Proszę, daj mi siłę, abym pogodził się z tym, czego zmienić nie mogę; odwagę, abym zmienił to, co zmienić mogę i mądrość, abym potrafił odróżnić jedno od drugiego.
Nie wiem czyje to słowa , nie pamiętam.
Dziś w nocy ta myśl uczepiła się mnie jak rzep i nie mogę jej od siebie oderwać:
Czego zmienić nie mogę?
Co zmienić mogę?
Skoro jeszcze nie wiem to jak to odróżnić?
Ja zaprzestałam walki o gasnąca miłość, gdy zrozumiałam, że nie mam wpływu na działanie i uczucia drugiego człowieka.
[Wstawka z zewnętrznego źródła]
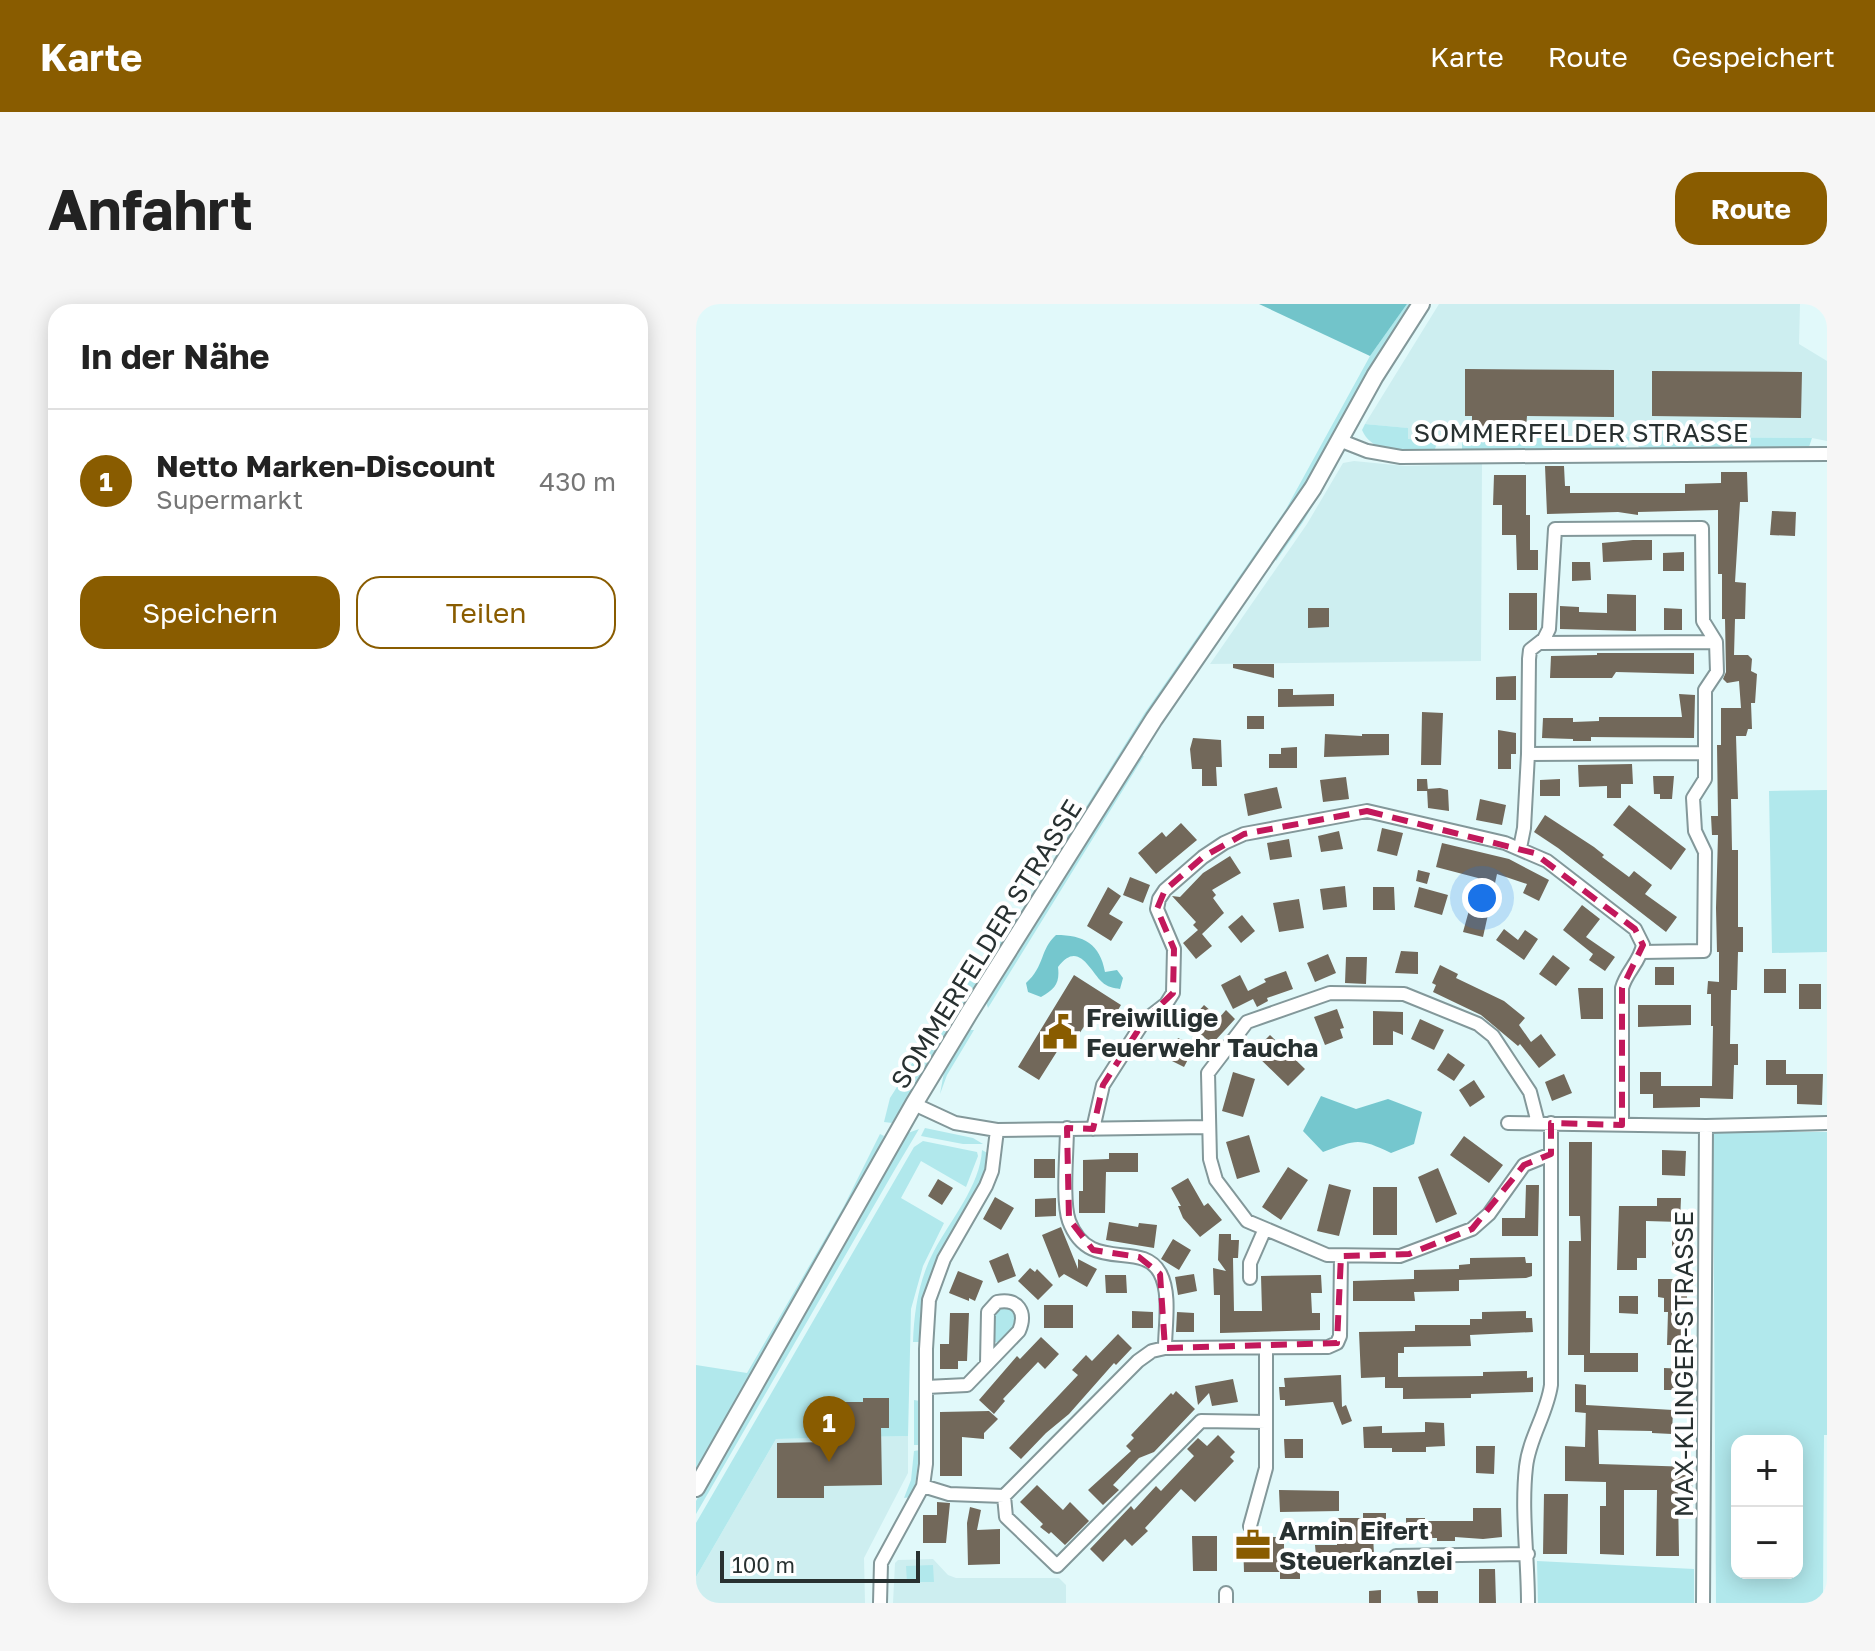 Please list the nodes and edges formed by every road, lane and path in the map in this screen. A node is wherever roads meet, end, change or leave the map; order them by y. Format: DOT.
graph roads {
  1 [pos="1421,304"];
  2 [pos="1339,440"];
  3 [pos="1827,454"];
  4 [pos="1716,642"];
  5 [pos="1540,643"];
  6 [pos="1705,753"];
  7 [pos="1528,754"];
  8 [pos="1520,848"];
  9 [pos="1642,952"];
  10 [pos="914,1104"];
  11 [pos="1508,1123"];
  12 [pos="1544,1123"];
  13 [pos="1827,1123"];
  14 [pos="1622,1125"];
  15 [pos="1706,1126"];
  16 [pos="1208,1127"];
  17 [pos="1067,1128"];
  18 [pos="1093,1129"];
  19 [pos="997,1130"];
  20 [pos="1551,1154"];
  21 [pos="1264,1231"];
  22 [pos="1341,1256"];
  23 [pos="1250,1278"];
  24 [pos="1165,1348"];
  25 [pos="1266,1348"];
  26 [pos="987,1363"];
  27 [pos="926,1387"];
  28 [pos="1266,1422"];
  29 [pos="923,1486"];
  30 [pos="696,1488"];
  31 [pos="1004,1496"];
  32 [pos="1250,1526"];
  33 [pos="1528,1554"];
  34 [pos="1396,1556"];
  35 [pos="880,1603"];
  36 [pos="1528,1603"];
  37 [pos="1703,1603"];
  1 -- 2 [label="main road, SOMMERFELDER STRASSE"];
  2 -- 3 [label="street, SOMMERFELDER STRASSE"];
  2 -- 10 [label="main road, SOMMERFELDER STRASSE"];
  4 -- 5 [label="street"];
  4 -- 5 [label="street"];
  4 -- 6 [label="street"];
  5 -- 7 [label="street"];
  6 -- 7 [label="street"];
  6 -- 9 [label="street"];
  7 -- 8 [label="street"];
  8 -- 9 [label="street"];
  8 -- 18 [label="street"];
  9 -- 14 [label="street"];
  10 -- 19 [label="street"];
  10 -- 30 [label="main road, SOMMERFELDER STRASSE"];
  11 -- 12 [label="street"];
  12 -- 14 [label="street"];
  12 -- 16 [label="street"];
  12 -- 20 [label="street"];
  13 -- 15 [label="street"];
  14 -- 15 [label="street"];
  15 -- 37 [label="street, MAX-KLINGER-STRASSE"];
  16 -- 18 [label="street"];
  16 -- 21 [label="street"];
  17 -- 18 [label="street"];
  17 -- 19 [label="street"];
  17 -- 24 [label="street"];
  19 -- 27 [label="street"];
  20 -- 22 [label="street"];
  20 -- 33 [label="street"];
  21 -- 22 [label="street"];
  21 -- 23 [label="street"];
  22 -- 25 [label="street"];
  24 -- 25 [label="street"];
  24 -- 31 [label="street"];
  25 -- 28 [label="street"];
  26 -- 26 [label="street"];
  26 -- 27 [label="street"];
  27 -- 29 [label="street"];
  28 -- 31 [label="street"];
  28 -- 32 [label="street"];
  29 -- 31 [label="street"];
  29 -- 35 [label="street"];
  33 -- 34 [label="street"];
  33 -- 36 [label="street"];
}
Gdy zrozumiałam, ze nie mozna szantażowac miłości. Gdy z całą jasnościa umysłu doszłam do prawdy, że ani łzami, ani atakiem, ani oskarzeniami czy błaganiem nie wymuszę miłości. Jeszcze tylko tkliwość bądź namiętność mozna wydusic z człowieka, ale nie miłość.
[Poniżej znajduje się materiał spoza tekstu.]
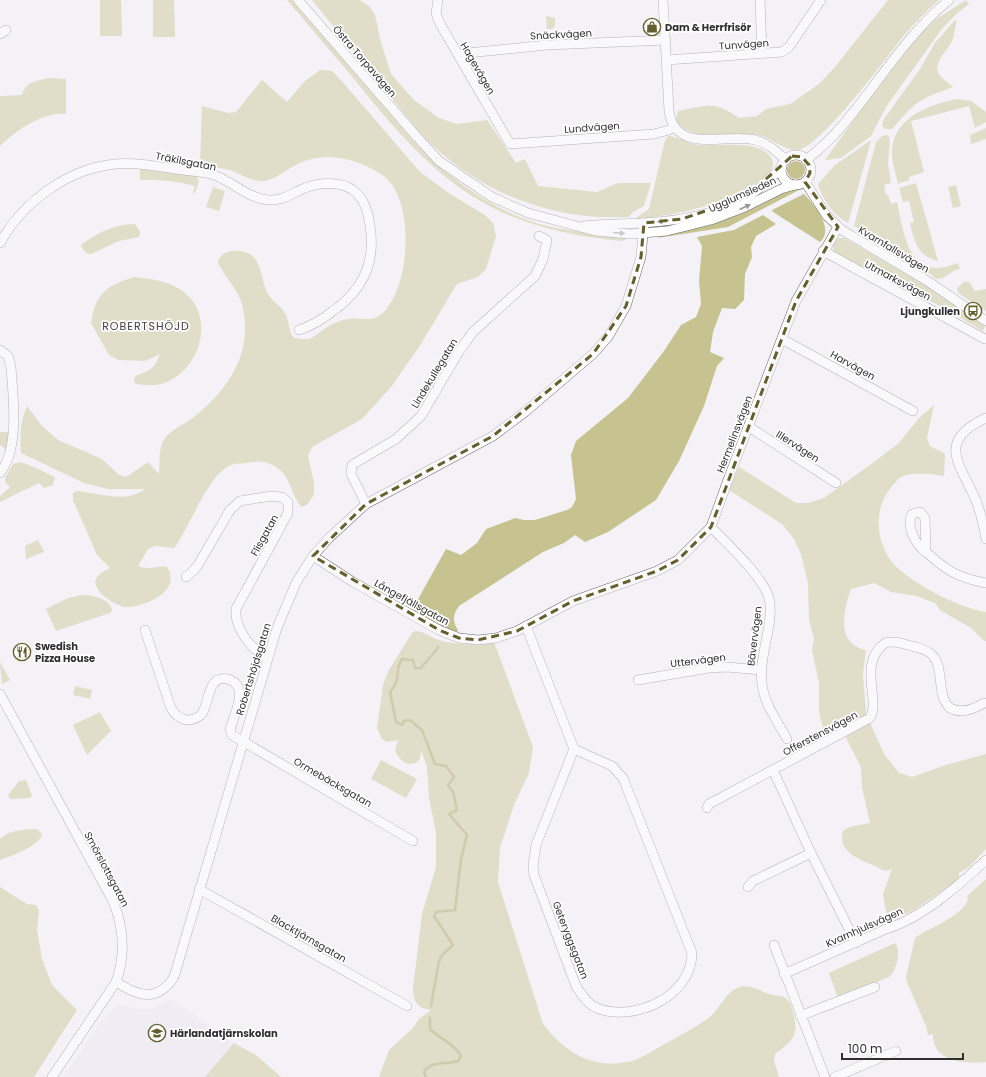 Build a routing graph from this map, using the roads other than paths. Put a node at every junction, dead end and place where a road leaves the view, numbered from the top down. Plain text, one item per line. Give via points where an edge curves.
1 (298, 0) edge
2 (438, 0) edge
3 (663, 0) edge
4 (760, 0) edge
5 (821, 0) edge
6 (949, 0) edge
7 (666, 40) junction
8 (762, 53) junction
9 (458, 54) junction
10 (666, 60) junction
11 (674, 127) junction
12 (417, 137) joint
13 (510, 144) joint
14 (806, 160) junction
15 (784, 164) junction
16 (805, 182) junction
17 (795, 185) junction
18 (644, 223) junction
19 (581, 226) junction
20 (838, 227) junction
21 (644, 234) junction
22 (539, 236) dead end
23 (0, 243) edge
24 (822, 251) junction
25 (986, 321) edge
26 (299, 330) dead end
27 (782, 339) junction
28 (985, 339) dead end
29 (0, 350) edge
30 (913, 411) dead end
31 (986, 418) edge
32 (749, 427) junction
33 (0, 473) edge
34 (836, 483) dead end
35 (366, 504) junction
36 (711, 527) junction
37 (986, 539) edge
38 (926, 552) dead end
39 (313, 556) junction
40 (186, 577) dead end
41 (986, 582) edge
42 (595, 592) joint
43 (526, 626) junction
44 (145, 630) dead end
45 (267, 659) junction
46 (761, 670) junction
47 (638, 680) dead end
48 (0, 694) edge
49 (984, 703) dead end
50 (787, 739) dead end
51 (242, 742) junction
52 (574, 749) junction
53 (773, 770) junction
54 (707, 808) dead end
55 (413, 841) dead end
56 (811, 853) junction
57 (986, 860) edge
58 (748, 887) dead end
59 (199, 889) junction
60 (856, 943) junction
61 (774, 946) dead end
62 (784, 974) junction
63 (116, 982) junction
64 (875, 987) dead end
65 (407, 1006) dead end
66 (800, 1016) junction
67 (896, 1051) dead end
68 (52, 1077) edge
69 (825, 1077) edge
70 (835, 1077) edge

1 - 12 street, Östra Torpavägen
2 - 9 street, Hagevägen via 437,16
3 - 7 street
4 - 8 street
5 - 8 street, Tunvägen via 789,46 782,52
6 - 14 street via 909,41 842,126
7 - 9 street, Snäckvägen via 547,46
7 - 10 street
8 - 10 street, Tunvägen
9 - 13 street, Hagevägen
10 - 11 street via 669,111
11 - 13 street, Lundvägen via 654,134
11 - 15 street via 692,139 757,140 771,147
12 - 19 street, Ugglumsleden via 439,161 492,197 528,213
14 - 15 street via 797,156
14 - 16 street via 810,165 810,173
15 - 17 street, Ugglumsleden via 782,174 785,181
15 -> 18 street, Ugglumsleden via 757,190 730,204 682,219
16 - 17 street, Ugglumsleden
16 - 20 street, Kvarnfallsvägen via 827,216
21 -> 17 street, Ugglumsleden via 711,220
18 - 19 street, Ugglumsleden
18 - 21 street, Robertshöjdsgatan
19 -> 21 street, Ugglumsleden via 595,231
20 - 24 street, Hermelinsvägen
20 - 25 street, Kvarnfallsvägen via 930,282
21 - 35 street, Robertshöjdsgatan via 641,257 626,306 612,330 593,354 493,436
22 - 35 street, Lindekullegatan via 547,240 544,259 535,276 487,318 467,340 427,407 413,424 385,446 352,465 351,474
23 - 26 street, Träkilsgatan via 17,218 44,193 65,179 105,165 139,164 206,174 227,182 250,196 269,200 283,199 312,185 342,185 358,194 367,213 372,239 369,264 362,282 352,296 321,320
24 - 27 street, Hermelinsvägen via 796,301
24 - 28 street, Utmarksvägen
27 - 30 street, Harvägen
27 - 32 street, Hermelinsvägen
29 - 33 street via 8,356 11,367 13,436 12,449
31 - 37 street via 968,427 956,447 956,457 977,504
32 - 34 street, Illervägen
32 - 36 street, Hermelinsvägen
35 - 39 street, Robertshöjdsgatan
36 - 42 street, Hermelinsvägen via 686,553 668,566
36 - 46 street, Bävervägen via 759,579 767,593 770,605
38 - 41 street via 935,562 960,577
39 - 43 street, Långefjällsgatan via 353,582 448,634 478,640 496,638
39 - 45 street, Robertshöjdsgatan via 290,595
40 - 45 street, Flisgatan via 198,565 230,510 240,501 271,496 281,496 285,499 289,506 288,513 236,609 236,619 249,643
42 - 43 street, Långefjällsgatan
43 - 52 street
44 - 51 street via 171,708 180,718 190,720 201,715 216,681 227,679 238,686 240,695 230,732
45 - 51 street, Robertshöjdsgatan
46 - 47 street, Uttervägen via 713,668
46 - 50 street, Bävervägen via 767,702
48 - 63 street, Smörslottsgatan via 113,901 122,926 123,942
49 - 53 street, Offerstensvägen via 962,711 950,708 944,699 933,655 909,645 885,643 876,653 870,672 873,710 870,718
51 - 55 street, Ormebäcksgatan
51 - 59 street, Robertshöjdsgatan
52 - 52 street, Geteryggsgatan via 536,845 534,875 581,994 596,1008 613,1012 634,1011 659,1002 670,994 688,972 692,953 623,778 612,766
53 - 54 street, Offerstensvägen via 709,804
53 - 56 street
56 - 58 street via 753,881
56 - 60 street
57 - 60 street, Kvarnhjulsvägen via 945,895 901,925
59 - 63 street, Robertshöjdsgatan via 177,968 170,984 160,992 148,995 134,992
59 - 65 street, Blacktjärnsgatan
60 - 62 street, Kvarnhjulsvägen
61 - 62 street
62 - 66 street
63 - 68 street, Smörslottsgatan
64 - 66 street
66 - 69 street
67 - 70 street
I wtedy zrozumiałam, ze wszelka zmiana mozliwa jest tylko we mnie. tylko na to co dzieje sie w nas i z nami mamy jako taki wpływ. to co jest obok płynie jak rzeka.
Wczoraj moim mottem była piosenka Perfectu "Idź precz".
Dzisiaj mam Zaduszki.
Zaraz idę z dziećmi na obiad i długi spacer.
Przebywanie z nimi to obcowanie ze szczęściem.
Dzieci są moim natchnieniem, a na spacerze może znajdę motyle.........
jagoda
Masz rację.
Choć przez Ciebie łamię złożoną na forum obietnicę, ale cóż tam. Niech mnie poniesie:
http://daguu.wrzuta.pl/audio/10HOG155Pn/mariusz_lubomski_-_spacerologia
Gdy wojna trwa milczą Muzy wprawdzie, ale Twoja muzyka jest idealnym dopełnieniem, więc aby nie tracić z nią kontaktu oficjalnie przepraszam słowami Marii Jasnorzewskiej-Pawlikowskiej:
"dotknęłam pana jak motyl egretą
przepraszam
to było niechcący
pan jest jak czarny irys smutny i gorący
zapomniałam
że jestem kobietą"
Dziewczyny dajcie sobie spokój ze sprawdzaniem telefonow.Dałyście szansę to niech oni Wam pokażą ze zasłużyli na nią.Pokażcie że macie gdzieś te telefony.Mój mąż też miał blokadę klawiatury i założył ją sobie chyba sam przed sobą.Ja nigdy nie grzebałam mu w telefonie, i wiedzial o tym że nie ruszę jego telefonu.A mimo tego i tak na tę jego ostatnią (ostatnią jak był ze mną) miłość trafiłam zupełnie przypadkiem i nie z jego telefonu..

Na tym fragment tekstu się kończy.